The situation has worsened steadily since that fateful Valentine’s Day in 1989. On this February 14, the stinging boomerang of the fatwa has come full circle. So, as we pick through our Valentine candy, select the right roses and gifts, and look through the cards in the grocery stores, let’s remember that it wasn’t always this insane. Yes, the fanatics have become more fanatical and the victims more numerous; we have gone from one murderous Valentine’s card—that first ICBF dispatched by an ailing Ayatollah Khomeini—to mass mailings of ICBFs by cocksure radicals.

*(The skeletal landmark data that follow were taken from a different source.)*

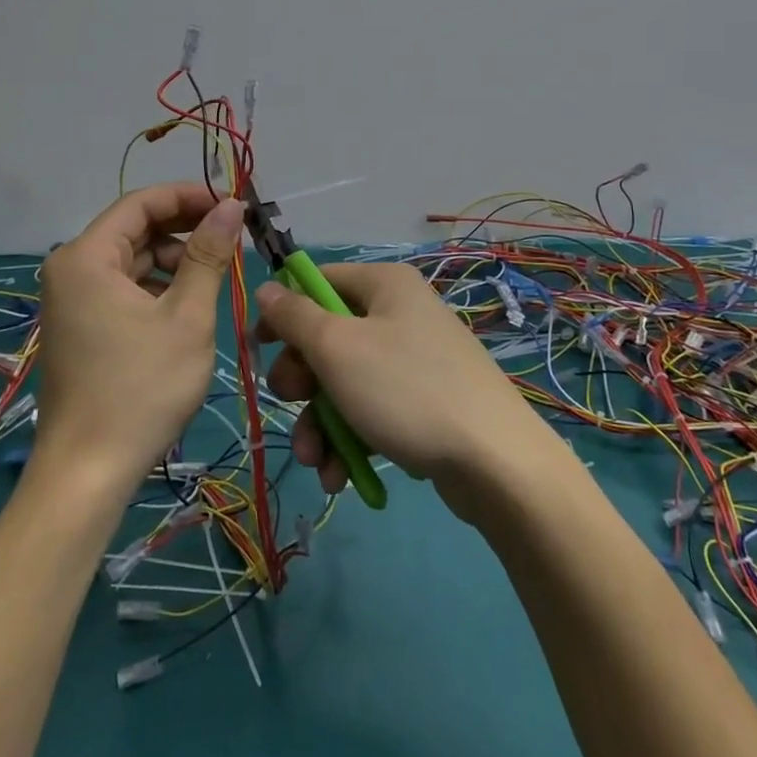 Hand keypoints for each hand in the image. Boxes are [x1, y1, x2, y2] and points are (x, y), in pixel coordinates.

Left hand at [35, 184, 245, 492]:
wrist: (88, 473)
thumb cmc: (141, 389)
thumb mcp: (186, 317)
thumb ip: (208, 255)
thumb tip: (231, 205)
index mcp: (86, 257)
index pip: (141, 203)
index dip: (189, 197)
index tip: (232, 205)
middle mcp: (70, 268)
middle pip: (134, 229)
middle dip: (184, 229)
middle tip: (232, 239)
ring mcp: (70, 299)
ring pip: (131, 259)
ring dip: (174, 260)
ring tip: (216, 275)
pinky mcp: (79, 324)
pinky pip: (122, 287)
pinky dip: (156, 287)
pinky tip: (187, 304)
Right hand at [255, 263, 556, 519]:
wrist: (496, 462)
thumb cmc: (405, 389)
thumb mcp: (337, 348)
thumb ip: (294, 316)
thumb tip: (267, 287)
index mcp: (384, 284)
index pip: (317, 281)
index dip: (284, 312)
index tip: (259, 348)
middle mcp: (401, 312)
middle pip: (328, 336)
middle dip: (302, 380)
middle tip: (289, 404)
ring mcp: (415, 359)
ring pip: (345, 380)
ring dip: (320, 421)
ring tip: (314, 460)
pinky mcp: (424, 401)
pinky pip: (372, 408)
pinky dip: (351, 437)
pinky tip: (339, 475) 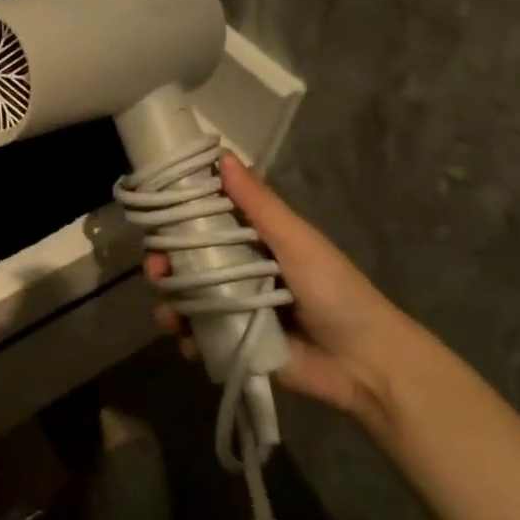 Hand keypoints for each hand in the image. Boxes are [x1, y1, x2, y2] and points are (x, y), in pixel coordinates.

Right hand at [145, 154, 429, 423]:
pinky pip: (197, 339)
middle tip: (157, 272)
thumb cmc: (335, 291)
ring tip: (172, 316)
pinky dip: (187, 340)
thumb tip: (222, 155)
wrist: (365, 363)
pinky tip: (190, 342)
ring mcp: (232, 311)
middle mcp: (236, 273)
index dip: (174, 221)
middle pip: (185, 263)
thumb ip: (258, 204)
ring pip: (184, 300)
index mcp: (252, 243)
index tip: (154, 220)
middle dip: (163, 266)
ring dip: (169, 305)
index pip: (202, 224)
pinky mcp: (232, 345)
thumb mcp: (297, 241) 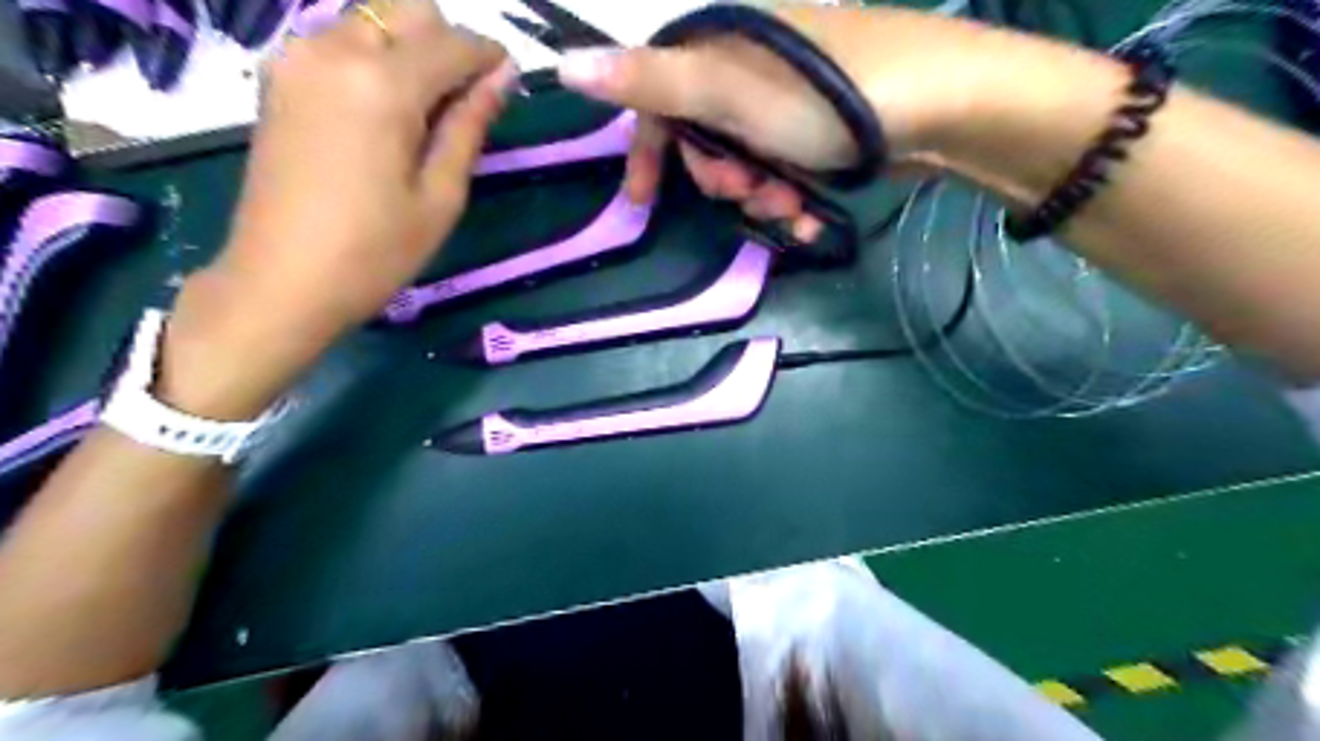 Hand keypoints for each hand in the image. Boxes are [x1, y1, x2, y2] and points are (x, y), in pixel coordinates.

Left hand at [166, 0, 514, 415]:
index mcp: (382, 84)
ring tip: (425, 114)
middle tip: (464, 103)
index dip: (490, 57)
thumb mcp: (440, 196)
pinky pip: (341, 42)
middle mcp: (335, 50)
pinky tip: (385, 113)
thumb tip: (501, 77)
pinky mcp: (280, 76)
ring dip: (410, 51)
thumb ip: (469, 126)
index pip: (453, 42)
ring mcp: (298, 58)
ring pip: (373, 21)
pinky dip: (376, 61)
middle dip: (447, 45)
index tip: (509, 82)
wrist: (281, 281)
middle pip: (408, 12)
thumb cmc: (375, 252)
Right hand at [556, 6, 1030, 230]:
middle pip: (704, 138)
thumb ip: (648, 83)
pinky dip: (789, 198)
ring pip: (745, 162)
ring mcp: (789, 100)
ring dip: (758, 196)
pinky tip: (807, 214)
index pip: (658, 98)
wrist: (940, 105)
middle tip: (745, 191)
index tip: (642, 202)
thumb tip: (564, 67)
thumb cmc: (825, 99)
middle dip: (719, 179)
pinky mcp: (821, 129)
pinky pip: (784, 170)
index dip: (647, 151)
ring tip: (787, 205)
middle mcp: (750, 67)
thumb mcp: (726, 92)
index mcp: (720, 46) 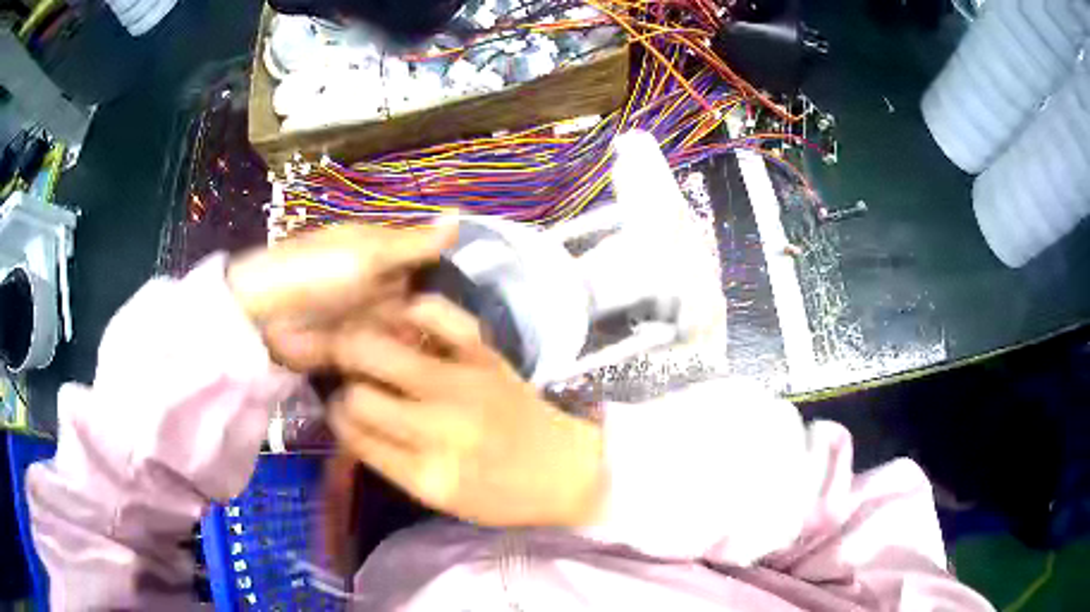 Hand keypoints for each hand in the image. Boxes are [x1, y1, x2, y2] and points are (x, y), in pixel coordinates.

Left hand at [226, 222, 456, 367]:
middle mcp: (380, 288)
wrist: (264, 317)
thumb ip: (413, 243)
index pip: (428, 269)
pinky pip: (385, 359)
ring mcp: (367, 322)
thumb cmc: (316, 274)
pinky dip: (400, 366)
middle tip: (469, 356)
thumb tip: (461, 214)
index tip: (476, 316)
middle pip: (420, 307)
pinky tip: (426, 381)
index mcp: (384, 257)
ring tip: (453, 373)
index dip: (450, 288)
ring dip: (421, 349)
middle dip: (438, 327)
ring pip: (406, 335)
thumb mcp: (368, 253)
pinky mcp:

And yet, paradoxically, despite the grave threat to free expression, the literary and artistic world has not retreated. So-called “Islamic” terrorism has produced more not less art by defiant artists. Terrorism has not achieved its principal goal, which is to force those threatened to self-censor and hide in caves. Hundreds of exiled writers continue to write in opposition to this kind of terrorism and refuse to be cowed by these radicals. More recently, evidence of this resistance was on display when many publications chose to reproduce the Charlie Hebdo cartoons following last month’s attacks in Paris.
As we think about the significance of all this, let’s take a moment to say “Happy Valentine’s Day” to Salman Rushdie and all the others menaced by terrorists. The battle for free expression will yet be won.